A common theme among brewers is that the hazy IPA and fruited sour styles that are trending now are becoming exhaustive and overdone. Some brewers are pushing the limits of these styles, pushing these products outside the definition of beer.
Indeed there is consensus that we're going to see some change. Lopez imagines lagers will stand firm into the future, but the rise and evolution of the Hazy IPA will continue, likely with a focus on hopping techniques, efficiency, and research.
'In terms of volume produced and consumed, lager will always be the most popular style. But if we are talking specifically about craft beer, then the continuing growth of hazy IPA will continue.'
'The dialling in of various terpenoids and thiols in hop forward beers [will be big in 2023]. More research is being done all the time on the interaction between yeast and hops, whereas previously, the blunt strategy was just to push up dry hopping quantities ever higher, but now there is a growing body of knowledge on how to get more expression from less.'
Guy Southern has been an avid beer commentator and drinker for over a decade. Through his popular Instagram account, Good Times Craft Beer, he has witnessed and documented the constant changes in craft beer while writing for beer publications and working within the beer retail space. He believes hazys will continue to dominate, but what will be more significant in 2023 is how breweries get their beers into consumers' minds and hands.
'There will be more direct-to-consumer brewery models, as breweries can build bigger brand advocacy and potentially largest margin. Changes to social media platforms will mean any beer business will need to engage with customers, not rely on a third-party platform to remain relevant. Also, broad consolidation of beer styles, and a greater focus on price from the foreign-owned Australian breweries.'
Rosemary Lilburne-Fini, who goes by Libations Lady and covers all things craft beer, believes an English-leaning movement might be on the cards for Australian drinkers who have seen the best of hazy IPAs and might be wanting a little more.
‘'I think it’s all going to go old-school English. The next style to be explored is going to be English, but it won’t be labelled as such.'
'For those that fell in love with (maltier style) Sierra Nevada Torpedos and the like, or Beerfarm IPA, for example, it’s a logical next step, and I think those English-leaning styles are super approachable. We’re going to see exciting, malty bitter IPAs next year'.
As for what beer Southern thinks will reign supreme in 2023?
'Australian Wheat. I say that tongue in cheek, but there's a few breweries beginning to push this now.'
Ultimately it’s tricky to nail down what comes next, but it seems likely that IPAs will continue their reign in one form or another.

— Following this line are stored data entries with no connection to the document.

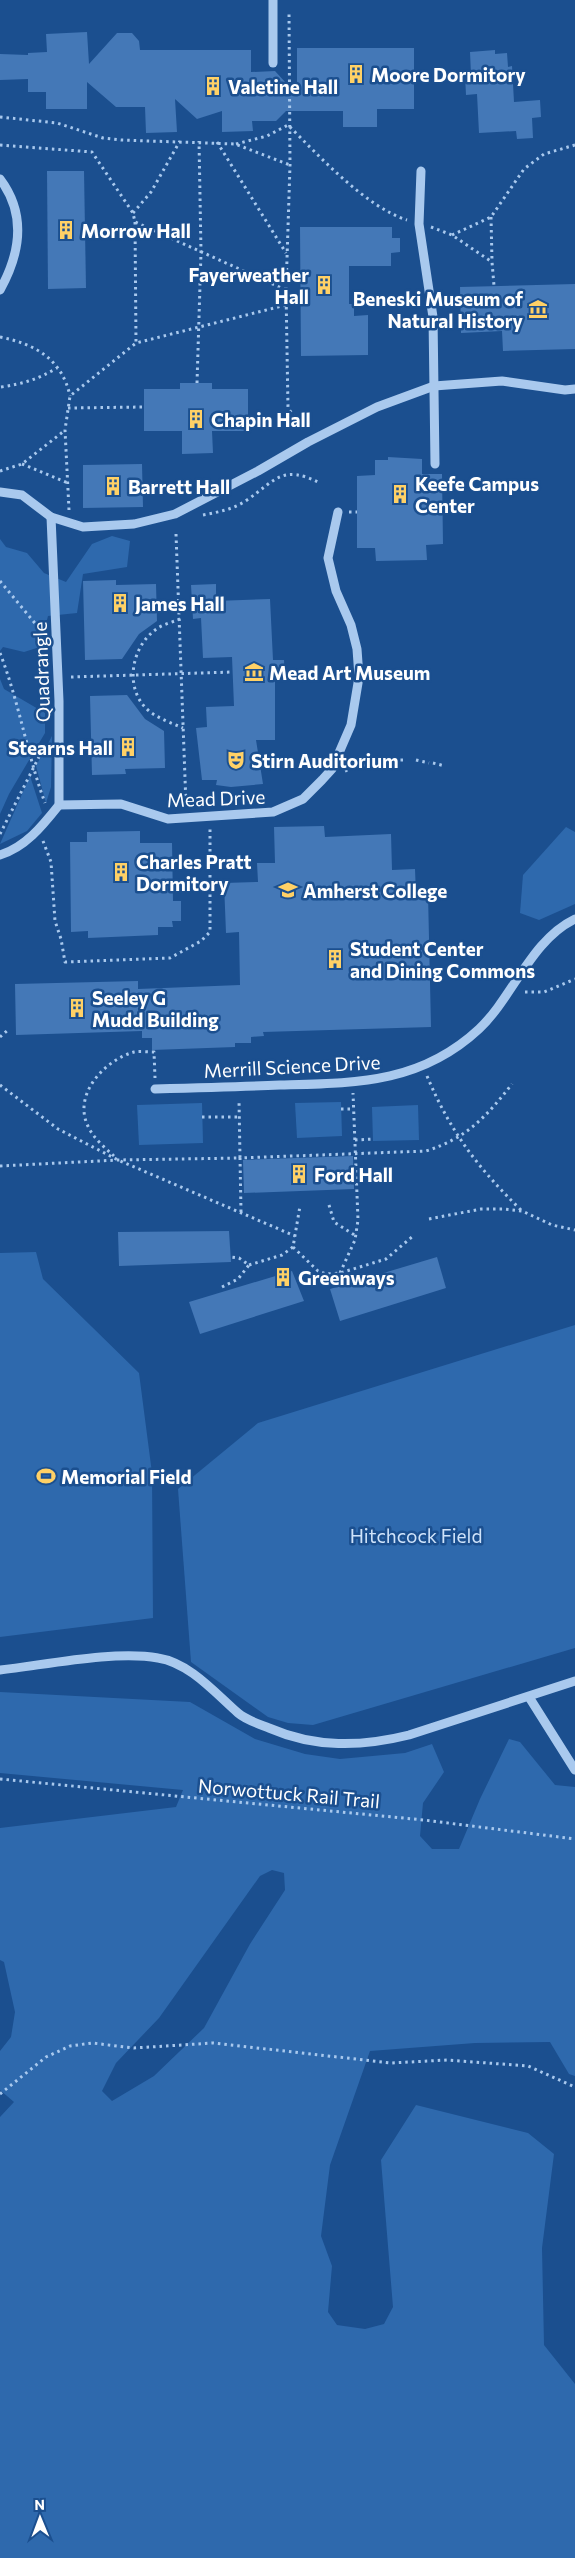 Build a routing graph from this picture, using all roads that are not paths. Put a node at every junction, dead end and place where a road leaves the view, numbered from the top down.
1 (274, 0) edge
2 (273, 63) dead end
3 (421, 171) dead end
4 (0, 179) edge
5 (0, 290) edge
6 (434, 386) junction
7 (575, 389) edge
8 (435, 464) dead end
9 (0, 492) edge
10 (338, 512) dead end
11 (51, 517) junction
12 (59, 805) junction
13 (0, 855) edge
14 (575, 918) edge
15 (155, 1089) road end
16 (0, 1670) edge
17 (575, 1680) edge
18 (529, 1697) junction
19 (575, 1770) edge

1 - 2 street
3 - 6 street
4 - 5 street
6 - 7 street
6 - 8 street
6 - 11 street
9 - 11 street
10 - 12 street, Mead Drive
11 - 12 street, Quadrangle
12 - 13 street
14 - 15 street, Merrill Science Drive
16 - 18 street
17 - 18 street
18 - 19 street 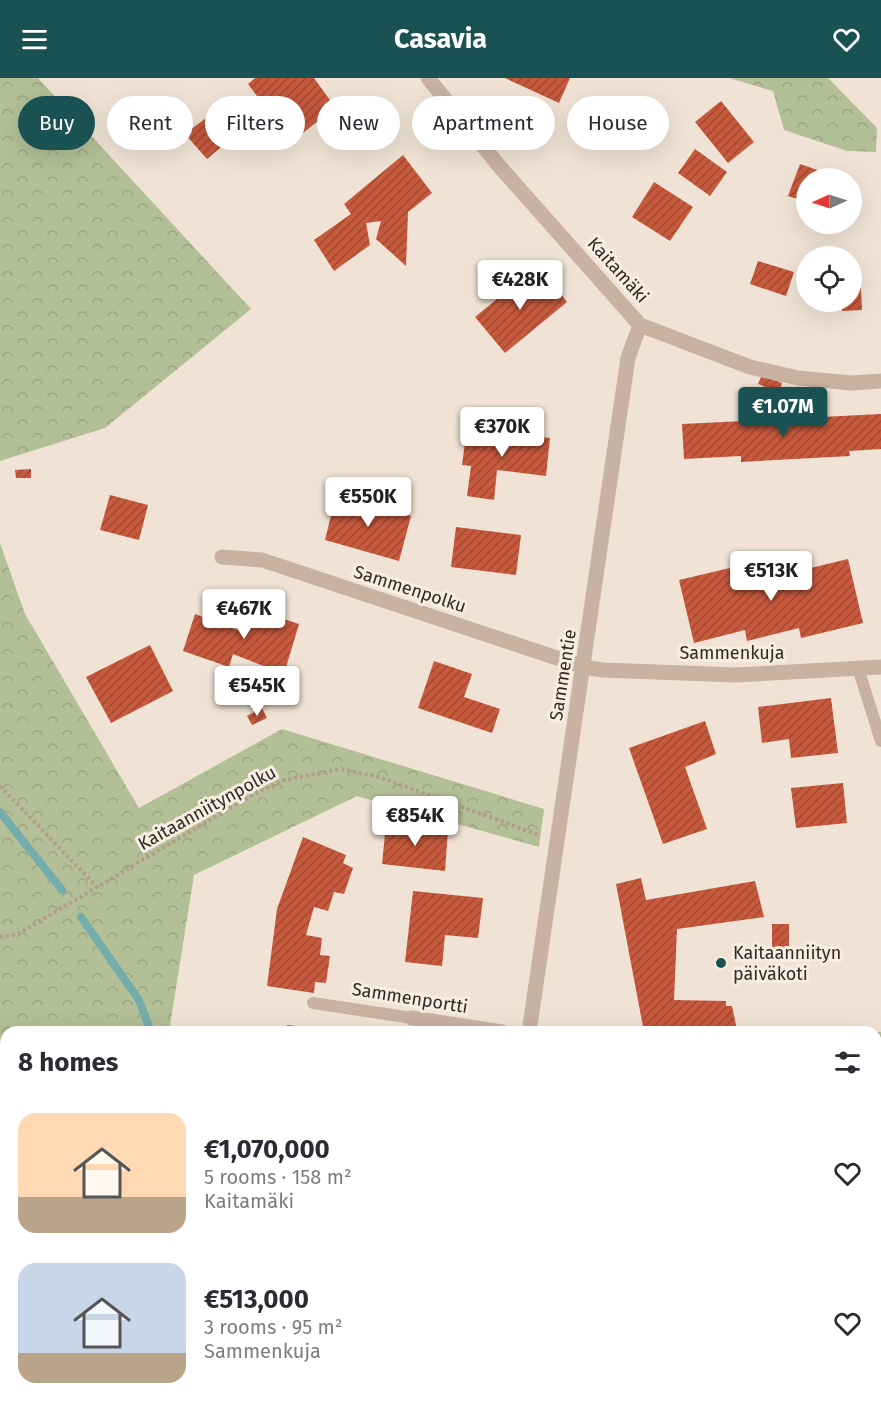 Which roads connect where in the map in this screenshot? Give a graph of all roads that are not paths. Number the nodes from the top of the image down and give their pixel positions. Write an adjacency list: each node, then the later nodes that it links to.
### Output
1 (436, 81): 2 (street, Kaitamäki)
2 (640, 325): 3 (street, Kaitamäki); 5 (street, Sammentie)
3 (881, 381)
4 (222, 557): 5 (street, Sammenpolku)
5 (584, 667): 7 (street, Sammenkuja); 12 (street, Sammentie)
6 (881, 667): 7 (street, Sammenkuja)
7 (858, 668): 8 (lane)
8 (881, 741)
9 (313, 1003): 10 (lane, Sammenportti)
10 (412, 1018): 11 (street, Sammenportti)
11 (463, 1026)
12 (530, 1026) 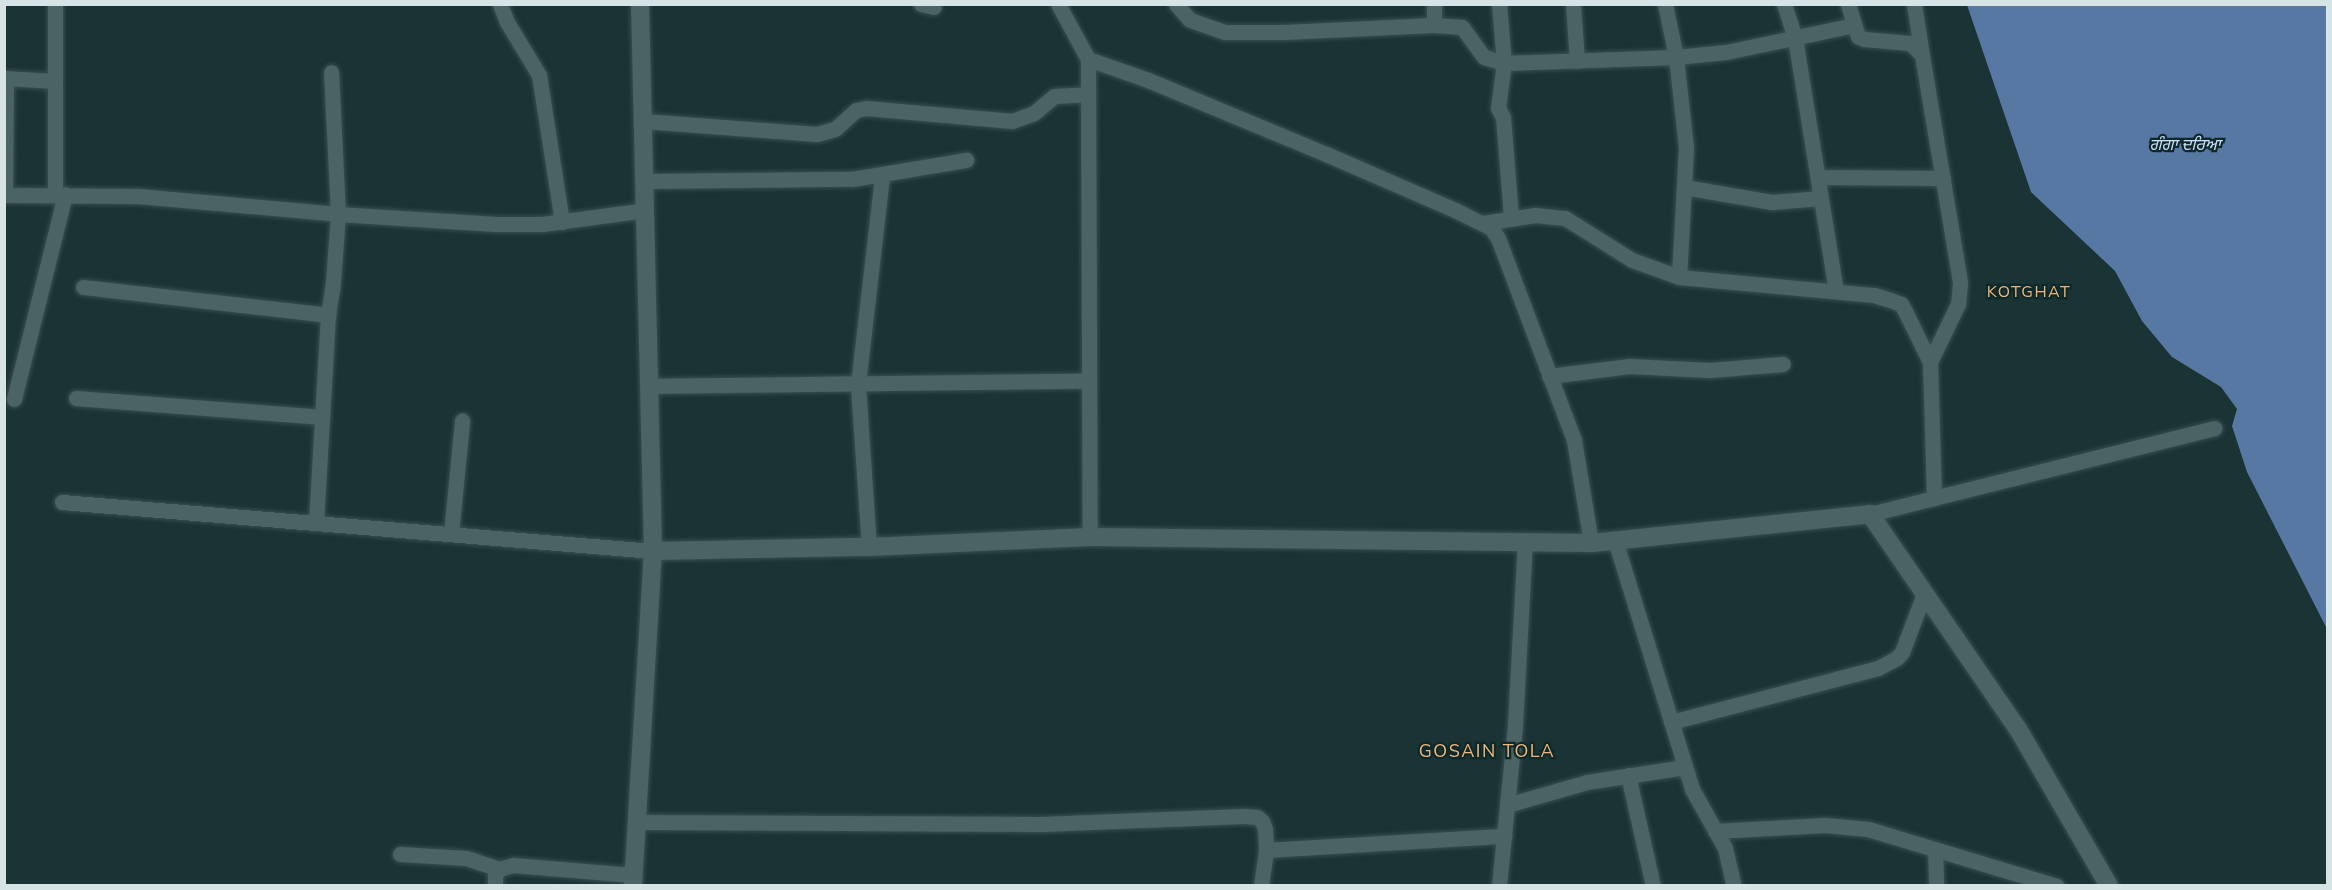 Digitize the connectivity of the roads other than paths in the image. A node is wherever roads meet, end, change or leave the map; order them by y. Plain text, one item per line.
1 (55, 4) edge
2 (500, 4) edge
3 (640, 4) edge
4 (1058, 4) edge
5 (1176, 4) edge
6 (1434, 4) edge
7 (1499, 4) edge
8 (1573, 4) edge
9 (1665, 4) edge
10 (1784, 4) edge
11 (1848, 4) edge
12 (1914, 4) edge
13 (1854, 24) junction
14 (1434, 25) junction
15 (1795, 38) junction
16 (1922, 55) junction
17 (1676, 57) junction
18 (1088, 59) junction
19 (1576, 61) junction
20 (1504, 63) junction
21 (331, 72) dead end
22 (5, 78) edge
23 (55, 81) junction
24 (1088, 94) junction
25 (643, 121) junction
26 (966, 160) dead end
27 (882, 176) junction
28 (1818, 177) junction
29 (1943, 178) junction
30 (645, 181) junction
31 (1684, 187) junction
32 (60, 194) junction
33 (5, 195) edge
34 (1821, 198) junction
35 (645, 210) junction
36 (338, 214) junction
37 (1510, 217) junction
38 (562, 222) junction
39 (1483, 223) junction
40 (1679, 277) junction
41 (83, 287) dead end
42 (1836, 291) junction
43 (328, 315) junction
44 (1930, 362) junction
45 (1783, 364) dead end
46 (1549, 376) junction
47 (1089, 381) junction
48 (858, 384) junction
49 (650, 386) junction
50 (76, 398) dead end
51 (15, 399) dead end
52 (322, 417) junction
53 (462, 420) dead end
54 (2214, 428) dead end
55 (1934, 498) junction
56 (62, 502) dead end
57 (1870, 514) junction
58 (316, 523) junction
59 (451, 534) junction
60 (1090, 537) junction
61 (1615, 540) junction
62 (1525, 542) junction
63 (1591, 543) junction
64 (868, 547) junction
65 (653, 551) junction
66 (1924, 594) junction
67 (1671, 722) junction
68 (1685, 767) junction
69 (1628, 775) junction
70 (1508, 805) junction
71 (637, 822) junction
72 (1715, 831) junction
73 (1505, 836) junction
74 (1266, 850) junction
75 (1935, 850) junction
76 (400, 854) dead end
77 (499, 869) junction
78 (633, 880) edge
79 (495, 885) edge
80 (1262, 885) edge
81 (1499, 885) edge
82 (1653, 885) edge
83 (1734, 885) edge
84 (1936, 885) edge
85 (2057, 885) edge
86 (2109, 885) edge

1 - 23 street
2 - 38 street
3 - 25 street
4 - 18 street
5 - 14 street
6 - 14 street
7 - 20 street
8 - 19 street
9 - 17 street
10 - 15 street
11 - 13 street
12 - 16 street
13 - 15 street
13 - 16 street
14 - 20 street
15 - 17 street
15 - 28 street
16 - 29 street
17 - 19 street
17 - 31 street
18 - 24 street
18 - 39 street
19 - 20 street
20 - 37 street
21 - 36 street
22 - 23 street
22 - 33 street
23 - 32 street
24 - 25 street
24 - 47 street
25 - 30 street
26 - 27 street
27 - 30 street
27 - 48 street
28 - 29 street
28 - 34 street
29 - 44 street
30 - 35 street
31 - 34 street
31 - 40 street
32 - 33 street
32 - 36 street
32 - 51 street
34 - 42 street
35 - 38 street
35 - 49 street
36 - 38 street
36 - 43 street
37 - 39 street
37 - 40 street
39 - 46 street
40 - 42 street
41 - 43 street
42 - 44 street
43 - 52 street
44 - 55 street
45 - 46 street
46 - 63 street
47 - 48 street
47 - 60 street
48 - 49 street
48 - 64 street
49 - 65 street
50 - 52 street
52 - 58 street
53 - 59 street
54 - 55 street
55 - 57 street
56 - 58 street
57 - 61 street
57 - 66 street
58 - 59 street
59 - 65 street
60 - 62 street
60 - 64 street
61 - 63 street
61 - 67 street
62 - 63 street
62 - 70 street
64 - 65 street
65 - 71 street
66 - 67 street
66 - 86 street
67 - 68 street
68 - 69 street
68 - 72 street
69 - 70 street
69 - 82 street
70 - 73 street
71 - 74 street
71 - 78 street
72 - 75 street
72 - 83 street
73 - 74 street
73 - 81 street
74 - 80 street
75 - 84 street
75 - 85 street
76 - 77 street
77 - 78 street
77 - 79 street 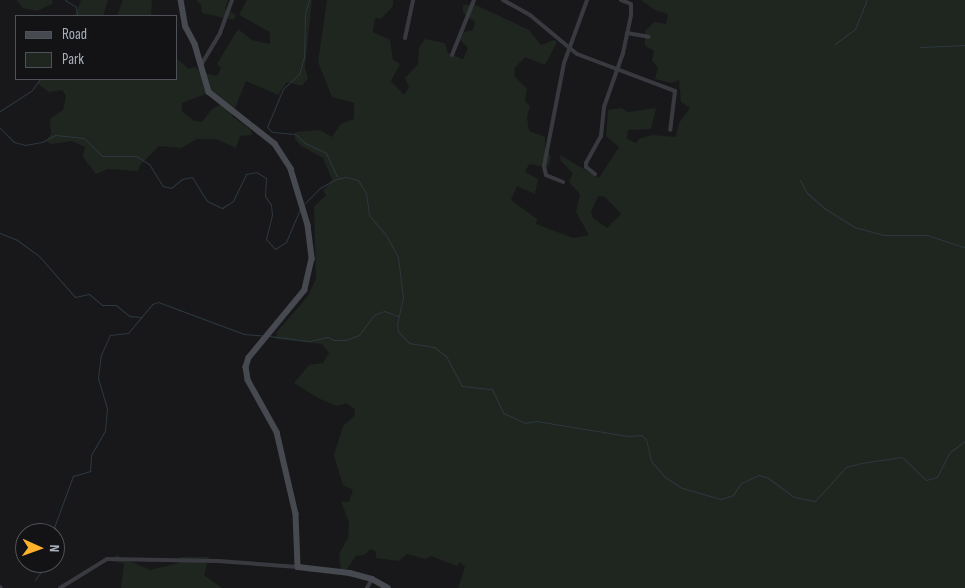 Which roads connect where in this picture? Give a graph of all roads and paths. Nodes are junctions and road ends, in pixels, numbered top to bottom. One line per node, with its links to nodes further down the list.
1 (181, 0): 13 (main road)
2 (232, 0): 13 (street)
3 (413, 0): 10 (street)
4 (474, 0): 12 (street)
5 (503, 0): 11 (street)
6 (587, 0): 11 (street)
7 (621, 0): 8 (street)
8 (627, 34): 9 (street); 14 (street)
9 (649, 37)
10 (405, 38)
11 (569, 49): 14 (street); 17 (street)
12 (452, 55)
13 (200, 67): 18 (main road)
14 (616, 71): 15 (street); 16 (street)
15 (670, 130)
16 (595, 174)
17 (563, 182)
18 (298, 567): 19 (main road); 20 (street)
19 (372, 579): 21 (street); 22 (main road)
20 (60, 588)
21 (367, 588)
22 (388, 588) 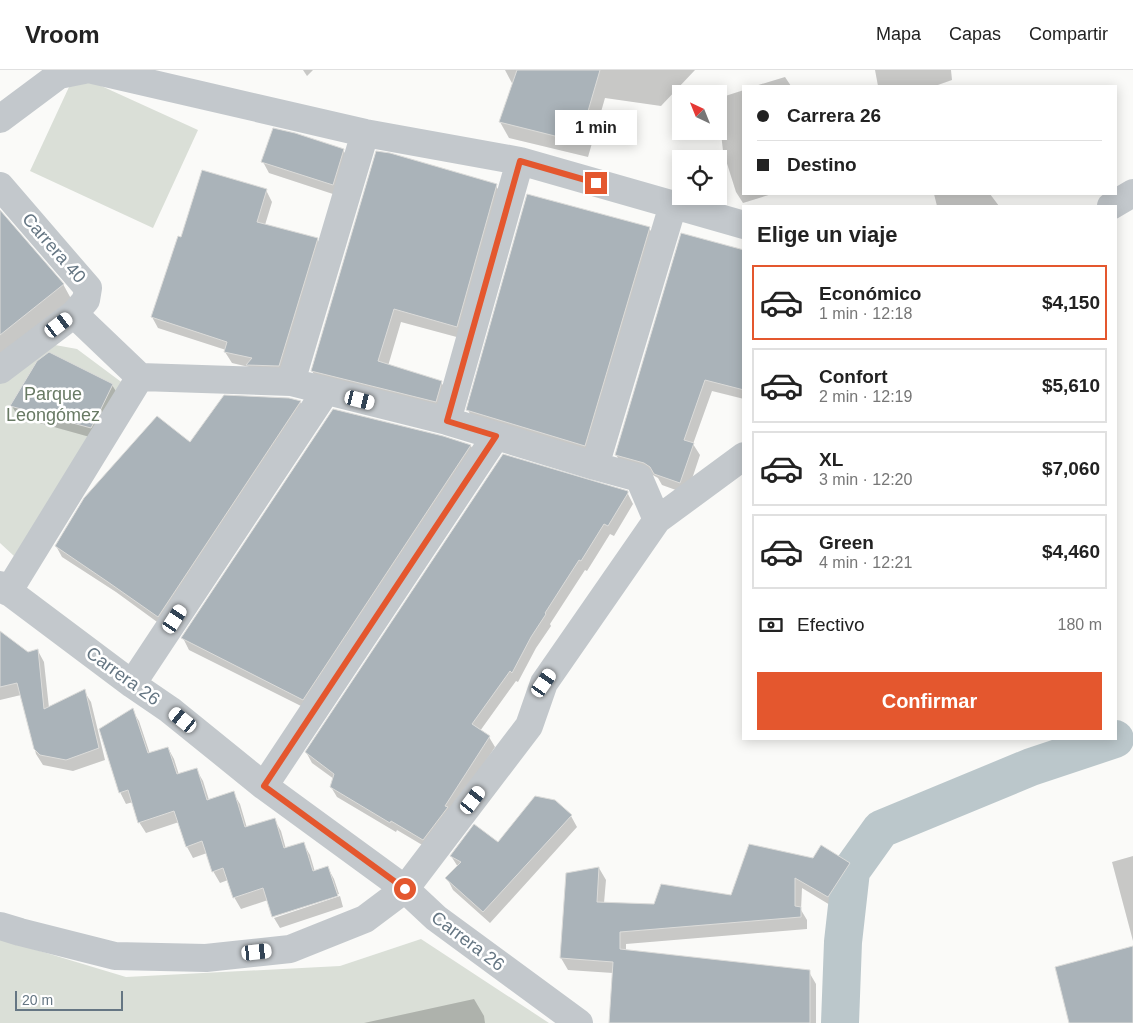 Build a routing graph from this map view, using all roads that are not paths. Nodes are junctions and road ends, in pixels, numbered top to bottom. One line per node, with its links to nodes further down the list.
1 (84, 70): 3 (street)
2 (93, 70): 4 (street)
3 (0, 119)
4 (365, 133): 5 (street); 15 (street)
5 (520, 161): 8 (street); 17 (street)
6 (0, 186): 12 (street, Carrera 40)
7 (1133, 193): 10 (street)
8 (672, 205)
9 (673, 205): 11 (street); 20 (street)
10 (1113, 205)
11 (742, 224)
12 (74, 314): 13 (street); 14 (street)
13 (0, 370)
14 (140, 378): 15 (street); 22 (street)
15 (291, 382): 16 (street)
16 (326, 391): 17 (street); 23 (street)
17 (447, 421): 18 (street)
18 (496, 436): 20 (street); 24 (street)
19 (742, 457): 21 (street)
20 (595, 466): 21 (street)
21 (657, 520): 25 (street)
22 (4, 589): 23 (street, Carrera 26)
23 (132, 684): 24 (street, Carrera 26)
24 (264, 786): 25 (street, Carrera 26)
25 (405, 889): 26 (street); 27 (street, Carrera 26)
26 (0, 926)
27 (579, 1023) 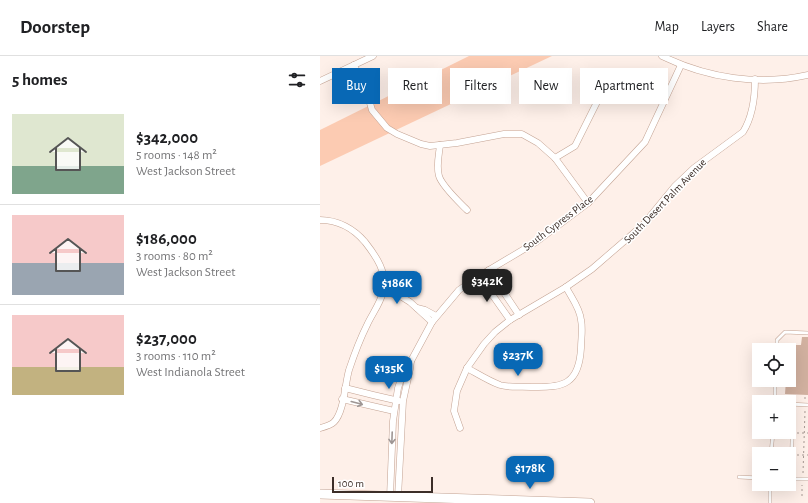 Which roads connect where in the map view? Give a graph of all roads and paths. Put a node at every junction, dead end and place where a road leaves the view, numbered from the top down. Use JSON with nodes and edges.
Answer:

A rise of craft lager can’t be ignored, and there’s likely room for the continued growth of lighter, more refined styles across the board.
One thing is for sure - craft beer and its share of the beer market in Australia is growing, and with that comes the opportunity for brewers to flex their creative muscles, pushing aside beers driven by hype and into products they genuinely want to brew.
Hopefully, a theme for craft beer in 2023!